Parece-me que o futebol brasileiro está pela primeira vez e há bastante tempo em crise, crise nos treinadores e crise na formação.
Ainda me lembro quando o Brasil tinha os melhores do Mundo quase em cada posição, ao ponto de muitos brasileiros de divisões inferiores virem para Portugal brilhar, possivelmente em 1998 tinha o melhor trio atacante do Mundo com Ronaldo, Ronaldinho e Rivaldo. Antes deles teve Romário e Bebeto. Antes deles Zico, Sócrates, antes deles Pelé, Rivelino, Jairzinho...Desde 2002, quando Ronaldo, Ronaldinho e Rivaldo desapareceram, a realidade é que nunca mais tiveram um craque ao nível dos anteriores. Neymar nunca esteve ao nível dos melhores da História do Brasil, por muito bom jogador que fosse. Nunca o colocaria se quer na mesma discussão de Ronaldinho, Ronaldo, Rivaldo, Pelé e Romário, muito menos agora, na reforma Árabe onde está a passar férias já aos 32 anos. Hoje o Brasil tem Vinicius Jr. e Rodrygo e tem uma geração que saiu do Brasil muito jovem, onde um deles falhou no pior Barcelona de sempre e acabou no Bétis.

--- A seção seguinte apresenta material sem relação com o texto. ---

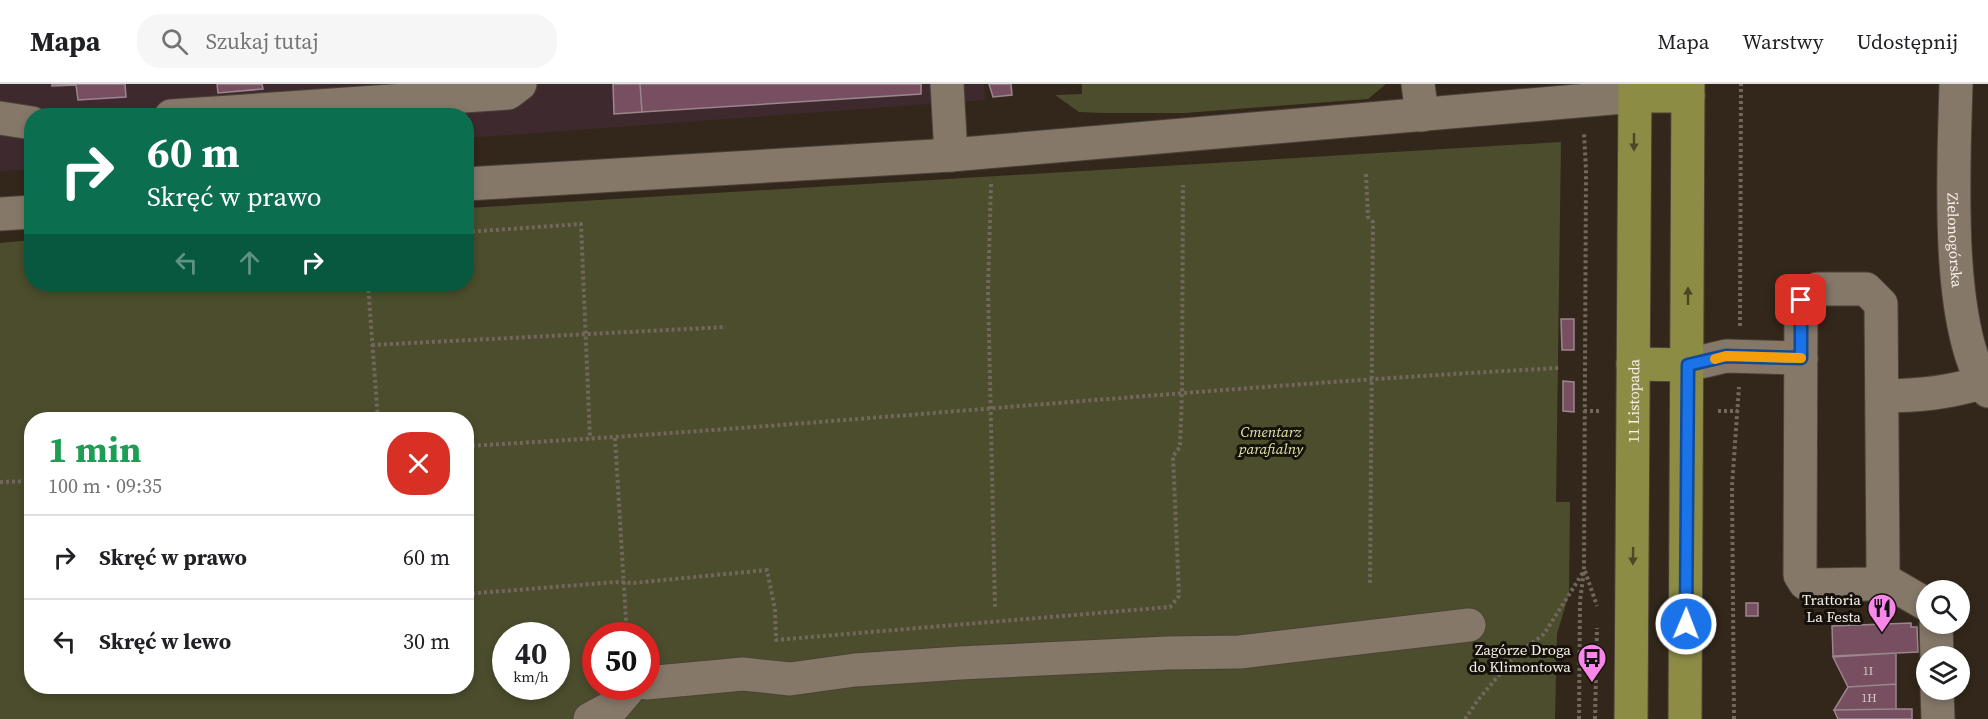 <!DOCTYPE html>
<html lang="pl">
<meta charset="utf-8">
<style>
body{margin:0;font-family:"Source Serif 4",serif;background:#f6f6f6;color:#202124;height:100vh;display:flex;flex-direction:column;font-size:22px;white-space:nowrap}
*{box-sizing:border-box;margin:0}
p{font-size:20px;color:#757577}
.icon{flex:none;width:33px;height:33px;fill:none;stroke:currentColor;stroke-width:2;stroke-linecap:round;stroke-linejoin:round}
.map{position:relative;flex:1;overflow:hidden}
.sheet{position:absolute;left:24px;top:328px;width:450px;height:282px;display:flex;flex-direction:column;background:#fff;border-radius:24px;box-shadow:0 3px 9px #0003}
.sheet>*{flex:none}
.top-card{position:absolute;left:24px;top:24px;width:450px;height:183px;border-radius:24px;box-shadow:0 3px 9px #0003;background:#0b6e4f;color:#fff;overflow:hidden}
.tools{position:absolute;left:1916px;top:496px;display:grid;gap:12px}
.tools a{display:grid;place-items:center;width:54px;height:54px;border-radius:50%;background:#fff;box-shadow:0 3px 9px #0003;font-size:30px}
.speed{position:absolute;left:492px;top:538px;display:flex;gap:12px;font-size:30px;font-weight:700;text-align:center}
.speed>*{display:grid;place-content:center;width:78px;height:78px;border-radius:50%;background:#fff;box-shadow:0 3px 9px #0003;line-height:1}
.speed small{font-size:15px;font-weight:400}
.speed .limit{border:9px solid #d22;background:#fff;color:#111}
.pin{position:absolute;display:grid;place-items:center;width:51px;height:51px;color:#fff;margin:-26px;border-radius:12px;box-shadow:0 3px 9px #0006}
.me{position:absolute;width:66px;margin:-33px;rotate:1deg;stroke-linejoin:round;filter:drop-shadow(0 0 4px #0008)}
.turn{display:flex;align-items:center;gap:21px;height:126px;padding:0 24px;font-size:27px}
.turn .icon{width:78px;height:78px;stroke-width:2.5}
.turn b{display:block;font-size:42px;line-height:51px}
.lanes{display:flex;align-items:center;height:57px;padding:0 24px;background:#0003;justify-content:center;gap:30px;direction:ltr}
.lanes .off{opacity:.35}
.round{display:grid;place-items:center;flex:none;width:63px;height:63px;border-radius:24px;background:#f6f6f6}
.head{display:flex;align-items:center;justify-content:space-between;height:102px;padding:0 24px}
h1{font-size:36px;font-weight:700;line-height:45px;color:#1e9e55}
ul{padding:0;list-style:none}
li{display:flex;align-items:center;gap:18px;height:84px;padding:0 24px;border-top:2px solid #e0e0e0}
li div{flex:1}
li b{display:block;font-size:22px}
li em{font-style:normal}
header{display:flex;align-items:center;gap:36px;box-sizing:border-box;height:84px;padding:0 30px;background:#fff;border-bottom:2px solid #e0e0e0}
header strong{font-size:28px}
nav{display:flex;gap:33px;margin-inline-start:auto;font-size:21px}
.search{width:420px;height:54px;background:#f6f6f6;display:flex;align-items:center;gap:15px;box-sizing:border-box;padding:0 21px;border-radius:24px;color:#757577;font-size:22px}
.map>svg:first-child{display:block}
.industrial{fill:#3e2a2e}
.green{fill:#4b4d2d;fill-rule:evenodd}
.building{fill:#774f60;stroke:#9b868e;stroke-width:1.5}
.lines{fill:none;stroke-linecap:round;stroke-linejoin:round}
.minor-casing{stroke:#4b4237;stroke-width:35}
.major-casing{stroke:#4b4237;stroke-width:35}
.path{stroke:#71675c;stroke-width:4;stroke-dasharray:3 3;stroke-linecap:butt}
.minor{stroke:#857869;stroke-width:33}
.major{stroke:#8c8c45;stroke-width:33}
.oneway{fill:#4b4825}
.route-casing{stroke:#114b97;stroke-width:15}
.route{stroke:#1a73e8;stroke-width:10}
.slow{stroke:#f59e0b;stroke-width:10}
.labels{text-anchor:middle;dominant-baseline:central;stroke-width:6;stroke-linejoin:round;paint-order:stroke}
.number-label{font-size:12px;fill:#d8c8c7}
.street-label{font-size:15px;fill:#f9f1e9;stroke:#16110b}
.park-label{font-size:15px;font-style:italic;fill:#e2e7a3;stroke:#16110b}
.poi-label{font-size:15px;fill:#f9f1e9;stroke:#16110b;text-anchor:end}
</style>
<header>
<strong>Mapa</strong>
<div class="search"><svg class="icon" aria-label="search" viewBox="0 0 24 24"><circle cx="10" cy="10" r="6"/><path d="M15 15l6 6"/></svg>Szukaj tutaj</div>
<nav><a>Mapa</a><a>Warstwy</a><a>Udostępnij</a></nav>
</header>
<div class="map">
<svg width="1988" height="635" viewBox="0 0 1988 635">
<rect width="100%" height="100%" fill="#32271a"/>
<path class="industrial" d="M 0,0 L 984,0 L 985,16 L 467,54 L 466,32 L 32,32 L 31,85 L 0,87 Z"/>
<path class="green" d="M 1082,0 L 1386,0 L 1368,15 L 1185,29 L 1105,29 L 1079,28 L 1055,11 L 1082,10 Z
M 1561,58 L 1556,418 L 1570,418 L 1569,510 L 1557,550 L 1555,635 L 0,635 L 0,159 L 31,156 L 32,200 L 466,200 L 467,124 ZM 32,336 L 466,336 L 466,603 L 32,603 ZM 506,552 L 556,552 L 556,603 L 506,603 ZM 596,552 L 646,552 L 646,603 L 596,603 Z"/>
<path class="building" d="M 52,0 L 125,0 L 126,13 L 78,16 L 76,1 L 52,2 Z
M 217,0 L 262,0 L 263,5 L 218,9 Z
M 613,0 L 640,0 L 642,28 L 614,30 Z
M 640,0 L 921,0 L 921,10 L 642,28 Z
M 989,0 L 1011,0 L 1012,11 L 993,13 Z
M 1561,235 L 1574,235 L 1574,266 L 1562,266 Z
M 1563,297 L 1574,298 L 1574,328 L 1563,327 Z
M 1746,519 L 1758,519 L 1758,532 L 1746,532 Z
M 1911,539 L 1911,543 L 1917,543 L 1918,568 L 1833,572 L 1832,542 Z
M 1896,569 L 1896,600 L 1848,603 L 1833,573 Z
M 1896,600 L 1896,625 L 1834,626 L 1848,603 Z
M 1896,625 L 1912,625 L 1912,635 L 1838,635 L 1834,626 Z"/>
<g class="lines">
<g class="minor-casing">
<g id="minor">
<path d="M 947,0 L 951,71"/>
<path d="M 1418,0 L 1422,31"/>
<path id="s1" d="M 1956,0 C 1954,78 1944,243 1988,307"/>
<path d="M 171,32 L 508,9 L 520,0"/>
<path d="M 0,34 L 32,39"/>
<path d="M 466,100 L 951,71 L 1635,12"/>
<path d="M 0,130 L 32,128"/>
<path d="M 1817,205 L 1866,205 L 1881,220 L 1883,484 L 1881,494 L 1870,500 L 1813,501 L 1805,499 L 1800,491 L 1801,216 Z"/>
<path d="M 1688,281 L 1726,272 L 1801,274"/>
<path d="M 1882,312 C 1918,312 1949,309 1983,298"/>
<path d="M 1881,494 L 1926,520"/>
<path d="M 1936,540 L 1937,573"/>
<path d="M 646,599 L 743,590 L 790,595 L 855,586 L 960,579 L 1168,569 L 1240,568 L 1469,541"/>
<path d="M 1937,606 L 1938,635"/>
<path d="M 590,635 L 614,622 L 630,603"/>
</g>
</g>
<g class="major-casing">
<g id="major">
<path d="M 1635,12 L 1688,12"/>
<path d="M 1633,280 L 1688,281"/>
<path id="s2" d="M 1631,635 L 1635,0"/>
<path d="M 1685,635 L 1688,0"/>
</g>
</g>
<path class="path" d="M 1366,90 L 1368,133 L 1373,138 L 1370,499
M 991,100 L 988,205 L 995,524
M 466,148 L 581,140 L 590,355
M 368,200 L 378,336
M 1740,242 L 1741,0
M 372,261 L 726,243
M 1584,327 L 1602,327
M 1718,327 L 1738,327
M 615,354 L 627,552
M 466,362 C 831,342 1194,303 1559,284
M 0,398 L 32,397
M 1585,487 L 1597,522
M 466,510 L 616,498 L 633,499 L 767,486 L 775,525 L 776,556 L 1170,523 L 1179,512 L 1173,372 L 1180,363 L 1182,309 L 1183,101
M 223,603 L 224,610
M 1465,635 L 1478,616 L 1516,571 L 1544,550 L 1584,487
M 1579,635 L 1580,517 L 1584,486 L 1586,86 L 1584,49
M 1595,635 L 1597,544
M 1734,635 L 1732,402 L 1739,303"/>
<use href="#minor" class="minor"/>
<use href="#major" class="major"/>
</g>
<defs><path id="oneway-solid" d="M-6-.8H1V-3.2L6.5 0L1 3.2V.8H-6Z" transform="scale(1.5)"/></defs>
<g class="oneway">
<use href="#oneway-solid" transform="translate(1634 58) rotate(90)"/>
<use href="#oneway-solid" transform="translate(1688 212) rotate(-90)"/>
<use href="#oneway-solid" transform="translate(1633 472) rotate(91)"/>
</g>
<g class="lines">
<g class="route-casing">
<path id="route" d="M 1686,540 L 1688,281 L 1726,272 L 1801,274 L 1801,216"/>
</g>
<use href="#route" class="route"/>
<path class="slow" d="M 1715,275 L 1726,272 L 1801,274"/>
</g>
<defs>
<g id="restaurant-pin" transform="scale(1.5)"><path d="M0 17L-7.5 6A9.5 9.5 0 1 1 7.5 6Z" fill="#f987e9" stroke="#16110b"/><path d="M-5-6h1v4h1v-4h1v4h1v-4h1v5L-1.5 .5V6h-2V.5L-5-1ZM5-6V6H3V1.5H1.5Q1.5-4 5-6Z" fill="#111"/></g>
<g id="bus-pin" transform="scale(1.5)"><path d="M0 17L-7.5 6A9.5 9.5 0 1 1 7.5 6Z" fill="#f987e9" stroke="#16110b"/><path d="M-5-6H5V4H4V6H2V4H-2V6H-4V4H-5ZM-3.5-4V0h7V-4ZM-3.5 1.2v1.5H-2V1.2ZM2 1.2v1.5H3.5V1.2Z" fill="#111"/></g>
</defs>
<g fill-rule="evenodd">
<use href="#restaurant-pin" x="1882" y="524"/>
<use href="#bus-pin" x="1592" y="574"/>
</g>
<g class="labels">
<g class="number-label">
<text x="1868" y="587">1I</text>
<text x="1869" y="614">1H</text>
</g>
<g class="street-label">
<text stroke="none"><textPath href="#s1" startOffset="156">Zielonogórska</textPath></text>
<text stroke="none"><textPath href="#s2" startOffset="318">11 Listopada</textPath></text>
</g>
<g class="park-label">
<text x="1271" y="347">Cmentarz<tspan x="1271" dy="17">parafialny</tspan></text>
</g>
<g class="poi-label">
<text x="1861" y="515">Trattoria<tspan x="1861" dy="17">La Festa</tspan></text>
<text x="1571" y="565">Zagórze Droga<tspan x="1571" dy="17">do Klimontowa</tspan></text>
</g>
</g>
</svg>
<div class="tools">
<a><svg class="icon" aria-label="search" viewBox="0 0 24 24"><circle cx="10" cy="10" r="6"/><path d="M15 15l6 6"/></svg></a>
<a><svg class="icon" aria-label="layers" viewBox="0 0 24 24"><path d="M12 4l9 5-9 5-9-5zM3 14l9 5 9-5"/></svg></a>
</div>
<div class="speed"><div>40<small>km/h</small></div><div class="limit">50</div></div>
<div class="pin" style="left:1801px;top:216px;background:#d93025"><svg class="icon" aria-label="arrive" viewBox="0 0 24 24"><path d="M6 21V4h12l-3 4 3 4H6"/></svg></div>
<svg class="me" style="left:1686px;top:540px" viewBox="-20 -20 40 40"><circle r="17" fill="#1a73e8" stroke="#fff" stroke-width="3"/><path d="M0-11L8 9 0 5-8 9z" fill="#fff"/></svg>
<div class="top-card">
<div class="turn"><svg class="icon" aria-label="right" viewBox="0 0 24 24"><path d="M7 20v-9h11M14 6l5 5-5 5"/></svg><div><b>60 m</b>Skręć w prawo</div></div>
<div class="lanes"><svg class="icon off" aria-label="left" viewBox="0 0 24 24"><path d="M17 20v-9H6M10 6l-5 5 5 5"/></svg><svg class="icon off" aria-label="ahead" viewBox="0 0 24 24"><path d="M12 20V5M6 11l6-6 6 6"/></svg><svg class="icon" aria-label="right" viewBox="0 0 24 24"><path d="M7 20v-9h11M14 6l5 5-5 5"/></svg></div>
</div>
<section class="sheet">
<div class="head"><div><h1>1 min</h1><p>100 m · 09:35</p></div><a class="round" style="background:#d93025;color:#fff"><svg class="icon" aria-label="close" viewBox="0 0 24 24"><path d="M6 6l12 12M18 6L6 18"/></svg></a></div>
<ul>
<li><svg class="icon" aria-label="right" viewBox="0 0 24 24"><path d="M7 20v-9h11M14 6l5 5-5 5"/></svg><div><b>Skręć w prawo</b></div><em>60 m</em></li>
<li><svg class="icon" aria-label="left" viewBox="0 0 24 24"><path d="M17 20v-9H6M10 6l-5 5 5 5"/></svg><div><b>Skręć w lewo</b></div><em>30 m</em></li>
</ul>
</section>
</div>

Cada vez mais se aposta em treinadores não brasileiros e até vemos treinadores portugueses de meio e fundo da tabela a ir para bons clubes brasileiros. Talvez o Brasil deva parar e pensar o seu futebol, voltar às origens, ver o que está a falhar na formação e o que falta aos seus treinadores, ser humilde uma vez na vida e aprender com os outros, que aos 14 anos até eu que era fã de Ronaldo, o melhor jogador que vi jogar junto com Ronaldinho, CR7 e Messi, festejei os golos da França em 1998, tal era a arrogância do escrete...mas podera, não havia melhor país no futebol na altura.
Consegue estabelecer algum paralelismo do que está a acontecer com a equipa do Brasil e a equipa de Portugal?